Objectives This study compared serial changes in coronary percent atheroma volume (PAV) and calcium index (CaI) in patients with coronary artery disease who were treated with and without warfarin.

Background Warfarin blocks the synthesis and activity of matrix Gla protein, a vitamin K–dependent inhibitor of arterial calcification. The longitudinal impact of warfarin on serial coronary artery calcification in vivo in humans is unknown.

Methods In a post hoc patient-level analysis of 8 prospective randomized trials using serial coronary intravascular ultrasound examinations, this study compared changes in PAV and CaI in matched arterial segments in patients with coronary artery disease who were treated with (n = 171) and without (n = 4,129) warfarin during an 18- to 24-month period.

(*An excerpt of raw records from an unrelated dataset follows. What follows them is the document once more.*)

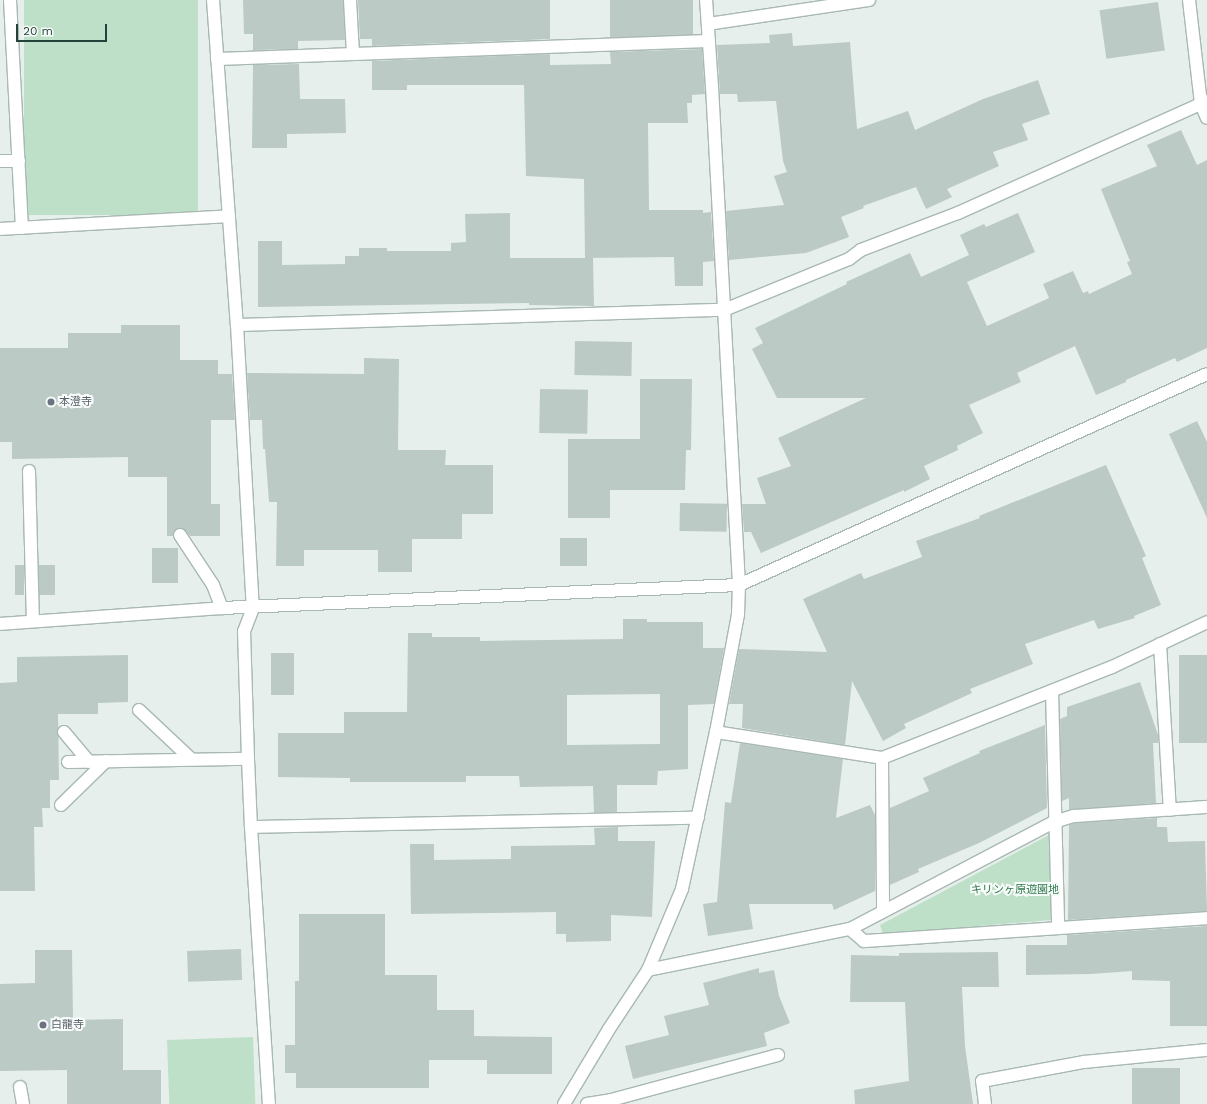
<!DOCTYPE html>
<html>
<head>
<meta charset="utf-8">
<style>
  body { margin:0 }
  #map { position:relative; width:1207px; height:1104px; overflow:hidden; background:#e6efeb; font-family:"Work Sans","Noto Sans JP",sans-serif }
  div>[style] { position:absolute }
  .green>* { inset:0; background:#bfe0c8; transform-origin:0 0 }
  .building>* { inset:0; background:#bbcac4; transform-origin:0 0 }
  .roads { filter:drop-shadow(1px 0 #a8b8b2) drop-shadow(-1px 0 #a8b8b2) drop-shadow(0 1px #a8b8b2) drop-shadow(0 -1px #a8b8b2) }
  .minor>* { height:12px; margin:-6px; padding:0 6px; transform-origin:6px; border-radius:6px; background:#fff }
  .dots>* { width:11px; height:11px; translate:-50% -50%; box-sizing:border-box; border:2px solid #f7fbf9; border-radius:50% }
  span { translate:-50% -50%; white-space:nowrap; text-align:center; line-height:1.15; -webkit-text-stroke:4px #f7fbf9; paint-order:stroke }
  .worship-label { font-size:11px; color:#5b616d }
  .left { translate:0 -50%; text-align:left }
  .park-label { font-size:11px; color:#2d7a4b }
  .scale { position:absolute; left:16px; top:24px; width:91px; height:18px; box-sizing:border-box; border:2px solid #24423a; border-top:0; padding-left:5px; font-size:12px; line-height:14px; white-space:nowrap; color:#24423a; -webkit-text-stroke:3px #f7fbf9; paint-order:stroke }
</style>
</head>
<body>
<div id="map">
  <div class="green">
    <div style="left:24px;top:0;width:174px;height:215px"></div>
    <div style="clip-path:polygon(1049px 835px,1051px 920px,883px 934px,880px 925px)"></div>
    <div style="left:253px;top:1037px;width:67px;height:86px;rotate:88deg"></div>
  </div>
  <div class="building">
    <div style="clip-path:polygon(243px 0,343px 0,345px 40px,298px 41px,298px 49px,253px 50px,253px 34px,244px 34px)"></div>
    <div style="clip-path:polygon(358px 0,550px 0,550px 39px,372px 46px,372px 39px,360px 39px)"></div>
    <div style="left:610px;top:0;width:83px;height:37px"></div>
    <div style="left:1158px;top:2px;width:49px;height:59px;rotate:82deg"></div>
    <div style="clip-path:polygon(792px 33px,793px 46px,850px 42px,857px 129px,908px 111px,915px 130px,983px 99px,1038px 80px,1050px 114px,1022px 124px,1028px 140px,993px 152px,999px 166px,947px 189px,952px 197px,926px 209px,916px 187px,863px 206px,864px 208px,841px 217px,849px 237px,806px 253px,729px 260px,726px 211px,784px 205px,774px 176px,787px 172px,783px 161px,776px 101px,738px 102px,737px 94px,720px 94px,717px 45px,770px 43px,769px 35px)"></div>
    <div style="clip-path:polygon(702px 49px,705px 94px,692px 95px,692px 103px,687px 103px,688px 123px,648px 123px,649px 210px,703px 210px,703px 213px,711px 212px,714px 261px,703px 262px,703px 286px,675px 286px,674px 257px,585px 258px,584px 179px,526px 176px,524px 85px,407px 85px,407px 90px,372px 90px,372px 61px,550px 54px,550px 65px,611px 64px,610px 52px)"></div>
    <div style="clip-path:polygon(299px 64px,300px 99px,345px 99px,346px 133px,287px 134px,287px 148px,252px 148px,253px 65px)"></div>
    <div style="clip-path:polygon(1181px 130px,1197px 165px,1207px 160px,1207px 348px,1177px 362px,1175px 358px,1126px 380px,1126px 382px,1096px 395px,1075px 346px,1017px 373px,1021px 382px,969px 405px,983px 433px,957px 446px,958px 450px,924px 466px,930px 479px,904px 492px,904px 490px,761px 553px,751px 532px,744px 532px,742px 504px,766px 504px,757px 478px,791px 466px,778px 438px,866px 398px,777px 398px,752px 349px,763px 343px,755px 328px,847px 284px,846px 282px,910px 253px,921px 277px,969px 255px,960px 235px,984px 224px,986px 227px,1018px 213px,1035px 252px,967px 282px,987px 326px,1049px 298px,1043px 284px,1073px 271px,1083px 293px,1088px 291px,1089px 294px,1132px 274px,1127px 262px,1130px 261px,1101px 189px,1157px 166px,1147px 145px)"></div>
    <div style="clip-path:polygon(510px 213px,510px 258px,593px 258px,594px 306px,529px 305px,529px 303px,258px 307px,258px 241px,282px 241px,282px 265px,345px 264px,345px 256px,359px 256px,359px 248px,387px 248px,387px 251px,451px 251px,451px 243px,466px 242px,465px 214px)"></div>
    <div style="clip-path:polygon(121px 325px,180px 325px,180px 360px,218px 360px,218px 374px,232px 374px,235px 420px,211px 420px,211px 504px,220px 504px,220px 536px,190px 536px,186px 531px,180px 528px,174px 531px,173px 536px,167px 536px,167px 477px,128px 477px,128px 457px,12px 459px,12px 442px,0 442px,0 348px,68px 348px,68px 333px,121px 333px)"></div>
    <div style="left:575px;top:341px;width:57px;height:34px;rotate:1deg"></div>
    <div style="clip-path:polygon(364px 358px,399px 359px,398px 450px,446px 450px,445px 465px,493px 465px,493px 514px,462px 514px,462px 539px,412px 539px,412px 572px,378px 572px,378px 550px,304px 550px,304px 566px,276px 566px,277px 502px,269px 502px,265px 449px,263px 449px,262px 420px,250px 420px,247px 373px,364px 374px)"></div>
    <div style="clip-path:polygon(640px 379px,692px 379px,691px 450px,686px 450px,685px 490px,610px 490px,610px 518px,568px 518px,568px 439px,640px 439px)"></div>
    <div style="left:540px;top:389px;width:48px;height:44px;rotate:1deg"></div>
    <div style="clip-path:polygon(1197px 421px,1207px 442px,1207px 518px,1169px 434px)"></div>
    <div style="clip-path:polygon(1106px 465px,1146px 556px,1142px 558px,1161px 605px,1134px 616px,1135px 618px,1098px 629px,1094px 620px,1025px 644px,1033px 664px,970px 689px,972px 693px,904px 724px,906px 728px,883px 741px,852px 681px,845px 745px,742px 728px,743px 704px,729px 704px,739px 649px,827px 652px,803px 599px,861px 573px,864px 579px,922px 557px,916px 541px,980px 518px,979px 516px)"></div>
    <div style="left:680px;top:503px;width:47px;height:28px;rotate:1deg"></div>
    <div style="left:560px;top:538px;width:27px;height:28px"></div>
    <div style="left:152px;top:548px;width:26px;height:35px"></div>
    <div style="left:15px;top:565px;width:9px;height:30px"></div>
    <div style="left:39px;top:565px;width:16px;height:30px"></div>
    <div style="clip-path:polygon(evenodd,623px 619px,647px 619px,647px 622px,703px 622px,703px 648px,724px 648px,714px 704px,688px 705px,688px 769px,658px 771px,657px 785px,617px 785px,617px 812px,594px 813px,593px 786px,520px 787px,519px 776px,466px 776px,466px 782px,350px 782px,350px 778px,278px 777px,278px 733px,344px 733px,344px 712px,407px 712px,408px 633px,432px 633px,432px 637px,480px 637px,480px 641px,623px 639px,623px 619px,660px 694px,660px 744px,567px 745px,567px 695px,660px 694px)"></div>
    <div style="left:271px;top:653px;width:23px;height:42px"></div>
    <div style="clip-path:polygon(128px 655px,128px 702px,98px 703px,98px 714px,58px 714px,59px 780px,50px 780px,50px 808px,42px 808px,43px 827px,34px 827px,35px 891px,0 891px,0 683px,17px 682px,17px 657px)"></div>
    <div style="left:1179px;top:655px;width:28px;height:88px"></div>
    <div style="clip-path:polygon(1140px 682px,1158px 735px,1158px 743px,1153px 743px,1156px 803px,1069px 810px,1069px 798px,1062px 801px,1060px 719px,1067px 716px,1067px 707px)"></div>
    <div style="clip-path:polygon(1045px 725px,1047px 808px,979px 843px,918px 869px,919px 872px,890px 885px,890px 808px,929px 791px,923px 778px,980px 753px,979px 751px)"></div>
    <div style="clip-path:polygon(740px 743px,843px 759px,836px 818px,870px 805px,875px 815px,875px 891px,834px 910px,832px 904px,749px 904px,753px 929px,708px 936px,703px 904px,717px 902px,725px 802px,731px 803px)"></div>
    <div style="clip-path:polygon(1157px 818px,1157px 827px,1167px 827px,1168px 842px,1205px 841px,1207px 911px,1068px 920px,1069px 825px,1075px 823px)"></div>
    <div style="clip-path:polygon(618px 827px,618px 841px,655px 841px,652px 917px,611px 915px,611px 941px,566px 942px,566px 934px,556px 934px,556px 912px,411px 914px,410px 844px,434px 844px,434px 860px,511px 859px,511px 846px,595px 845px,594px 828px)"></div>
    <div style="clip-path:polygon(299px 914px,385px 914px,385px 975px,437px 975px,437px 1010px,474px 1010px,474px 1036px,552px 1037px,552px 1074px,487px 1074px,487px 1060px,429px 1060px,429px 1088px,296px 1088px,296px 1073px,285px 1073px,285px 1045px,295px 1045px,295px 981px,299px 981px)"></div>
    <div style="clip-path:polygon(1207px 926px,1207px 1026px,1170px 1026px,1170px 981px,1132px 980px,1132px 971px,1091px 974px,1026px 975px,1026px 945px,1067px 945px,1067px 935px)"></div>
    <div style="left:241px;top:949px;width:31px;height:54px;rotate:88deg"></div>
    <div style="clip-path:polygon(35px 950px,72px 950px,73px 1020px,123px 1019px,123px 1070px,161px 1070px,161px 1104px,67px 1104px,67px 1070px,0 1071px,0 984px,35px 983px)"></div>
    <div style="clip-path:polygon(998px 952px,999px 987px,962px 987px,965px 1046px,973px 1104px,855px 1104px,854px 1090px,909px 1081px,905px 1002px,850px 1002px,851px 955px,899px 956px,899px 953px)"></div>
    <div style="clip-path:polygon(759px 968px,759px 973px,774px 970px,779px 996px,790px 1023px,764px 1033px,767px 1046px,633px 1079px,625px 1046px,669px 1035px,664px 1016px,709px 1005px,703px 983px)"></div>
    <div style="left:1180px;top:1068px;width:36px;height:48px;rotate:90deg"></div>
  </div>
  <div class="roads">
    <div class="minor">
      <div style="left:10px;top:0;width:228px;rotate:87deg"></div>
      <div style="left:213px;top:0;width:326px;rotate:85.8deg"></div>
      <div style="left:237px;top:325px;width:283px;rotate:86.8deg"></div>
      <div style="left:253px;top:608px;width:25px;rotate:111deg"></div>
      <div style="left:244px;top:631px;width:128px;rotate:88.2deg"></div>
      <div style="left:248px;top:759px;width:68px;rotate:87.5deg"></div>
      <div style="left:251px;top:827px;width:278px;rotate:86.3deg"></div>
      <div style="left:350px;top:0;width:54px;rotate:86.8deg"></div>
      <div style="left:1189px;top:0;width:105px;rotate:83.4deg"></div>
      <div style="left:1201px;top:104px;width:15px;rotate:67deg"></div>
      <div style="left:708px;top:24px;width:163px;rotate:-8.5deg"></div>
      <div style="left:217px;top:59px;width:492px;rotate:-2.1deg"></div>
      <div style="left:0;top:161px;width:19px"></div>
      <div style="left:0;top:229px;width:229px;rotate:-3.2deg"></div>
      <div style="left:237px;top:325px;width:487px;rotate:-1.8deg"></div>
      <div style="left:724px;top:310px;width:135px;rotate:-22.2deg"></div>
      <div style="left:849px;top:259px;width:15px;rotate:-37deg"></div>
      <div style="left:861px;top:250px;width:104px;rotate:-20.9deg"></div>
      <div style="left:958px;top:213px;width:273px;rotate:-24.2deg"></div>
      <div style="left:29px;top:471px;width:150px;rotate:88.5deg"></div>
      <div style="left:180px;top:535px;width:60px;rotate:56.6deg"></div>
      <div style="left:213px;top:585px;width:25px;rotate:69deg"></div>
      <div style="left:0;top:624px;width:223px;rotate:-4.1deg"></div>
      <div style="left:222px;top:608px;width:518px;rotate:-2.55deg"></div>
      <div style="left:739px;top:585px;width:513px;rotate:-24.27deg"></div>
      <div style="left:1160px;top:644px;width:166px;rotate:86.6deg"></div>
      <div style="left:1052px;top:691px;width:236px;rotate:88.5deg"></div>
      <div style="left:139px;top:710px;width:71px;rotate:43.3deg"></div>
      <div style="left:64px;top:732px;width:39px;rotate:50deg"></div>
      <div style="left:716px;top:732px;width:168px;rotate:8.9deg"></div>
      <div style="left:882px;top:758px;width:247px;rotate:-21.6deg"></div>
      <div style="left:1112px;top:667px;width:105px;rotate:-25.3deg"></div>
      <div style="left:882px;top:758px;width:153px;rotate:89.6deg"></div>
      <div style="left:68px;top:762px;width:180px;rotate:-1deg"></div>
      <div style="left:61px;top:805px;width:63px;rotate:-44.4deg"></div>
      <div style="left:251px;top:827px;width:447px;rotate:-1.2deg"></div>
      <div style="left:850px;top:929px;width:18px;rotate:41deg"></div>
      <div style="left:864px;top:941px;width:344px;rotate:-3.8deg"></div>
      <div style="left:648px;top:970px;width:206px;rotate:-11.5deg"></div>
      <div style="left:850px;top:929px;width:230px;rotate:-27.7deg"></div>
      <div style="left:1054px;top:822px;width:21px;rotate:-17deg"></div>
      <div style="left:1074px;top:816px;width:133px;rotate:-3.9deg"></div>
      <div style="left:20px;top:1087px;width:17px;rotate:80deg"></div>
      <div style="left:564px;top:1104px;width:87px;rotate:-59deg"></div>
      <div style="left:609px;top:1029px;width:71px;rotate:-56.5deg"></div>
      <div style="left:648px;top:970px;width:88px;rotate:-67.2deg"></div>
      <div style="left:682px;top:889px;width:161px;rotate:-77.8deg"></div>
      <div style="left:716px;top:732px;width:120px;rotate:-79.4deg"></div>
      <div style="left:738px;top:614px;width:29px;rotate:-88deg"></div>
      <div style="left:739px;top:585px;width:499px;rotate:-93.1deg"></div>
      <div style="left:712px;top:87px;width:87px;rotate:-93.9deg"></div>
      <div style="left:587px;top:1104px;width:24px;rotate:-9deg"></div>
      <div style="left:611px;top:1100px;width:173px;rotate:-15.1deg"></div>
      <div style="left:985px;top:1104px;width:23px;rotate:-97deg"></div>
      <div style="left:982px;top:1081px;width:104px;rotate:-10.6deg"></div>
      <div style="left:1084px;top:1062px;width:124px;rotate:-5.6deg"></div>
    </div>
  </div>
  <div class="dots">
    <div style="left:51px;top:402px;background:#6b7280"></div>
    <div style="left:43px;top:1025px;background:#6b7280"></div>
  </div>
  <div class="worship-label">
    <span class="left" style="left:59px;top:402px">本澄寺</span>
    <span class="left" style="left:51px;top:1025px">白龍寺</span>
  </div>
  <div class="park-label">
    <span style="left:1015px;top:890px">キリンヶ原遊園地</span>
  </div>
  <div class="scale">20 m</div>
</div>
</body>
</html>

Results Patients (mean age 57.9 ± 9.2 years; male 73%; prior and concomitant 3-hydroxy-3-methylglutaryl coenzyme A reductase inhibitors (statin) use, 73% and 97%, respectively) demonstrated overall increases in PAV of 0.41 ± 0.07% (p = 0.001 compared with baseline) and in CaI (median) of 0.04 (interquartile range [IQR]: 0.00 to 0.11; p < 0.001 compared with baseline). Following propensity-weighted adjustment for clinical trial and a range of clinical, ultrasonic, and laboratory parameters, there was no significant difference in the annualized change in PAV in the presence and absence of warfarin treatment (0.33 ± 0.05% vs. 0.25 ± 0.05%; p = 0.17). A significantly greater annualized increase in CaI was observed in warfarin-treated compared with non–warfarin-treated patients (median 0.03; IQR: 0.0 to 0.08 vs. median 0.02; IQR: 0.0 to 0.06; p < 0.001). In a sensitivity analysis evaluating a 1:1 matched cohort (n = 164 per group), significantly greater annualized changes in CaI were also observed in warfarin-treated compared with non–warfarin-treated patients. In a multivariate model, warfarin was independently associated with an increasing CaI (odds ratio: 1.16; 95% confidence interval: 1.05 to 1.28; p = 0.003).

Conclusions Warfarin therapy is associated with progressive coronary atheroma calcification independent of changes in atheroma volume. The impact of these changes on plaque stability and cardiovascular outcomes requires further investigation.

目的本研究比较了接受或不接受华法林治疗的冠心病患者的冠状动脉粥样硬化体积百分比（PAV）和钙指数（CaI）的系列变化。

背景华法令可阻断基质Gla蛋白（维生素K依赖性动脉钙化抑制剂）的合成和活性。华法林对人体体内系列冠状动脉钙化的纵向影响尚不清楚。

方法在一项采用串行冠状动脉内超声检查对8项前瞻性随机试验进行的事后患者水平分析中，本研究比较了接受（n = 171）和未接受治疗的冠心病患者的匹配动脉节段PAV和CaI的变化。 （n = 4,129）华法林，疗程为18到24个月。

结果患者（平均年龄57.9±9.2岁;男性73％;先前和同时使用3-羟基-3-甲基戊二酰辅酶A还原酶抑制剂（他汀类药物）分别为73％和97％）证明PAV总体升高0.41±0.07％ （与基线相比，p = 0.001），CaI（中位数）为0.04（四分位间距[IQR]：0.00至0.11；与基线相比，p <0.001）。经过针对临床试验的倾向加权调整以及一系列临床，超声和实验室参数，在存在和不存在华法林治疗的情况下，PAV的年度变化无显着差异（0.33±0.05％vs. 0.25±0.05％ ； p ＝ 0.17）。与未经华法林治疗的患者相比，经华法林治疗的患者的CaI的年均升高幅度更大（中位数为0.03； IQR：0.0至0.08；中位数为0.02； IQR：0.0至0.06； p <0.001）。在评估1：1匹配队列的敏感性分析中（每组n = 164），与未用华法林治疗的患者相比，用华法林治疗的患者的CaI年度变化也显着更大。在多变量模型中，华法林与CaI升高独立相关（赔率：1.16； 95％置信区间：1.05至1.28； p = 0.003）。

结论华法林治疗与进行性冠状动脉粥样硬化钙化有关，而与钙化斑的变化无关。这些变化对斑块稳定性和心血管结局的影响需要进一步研究。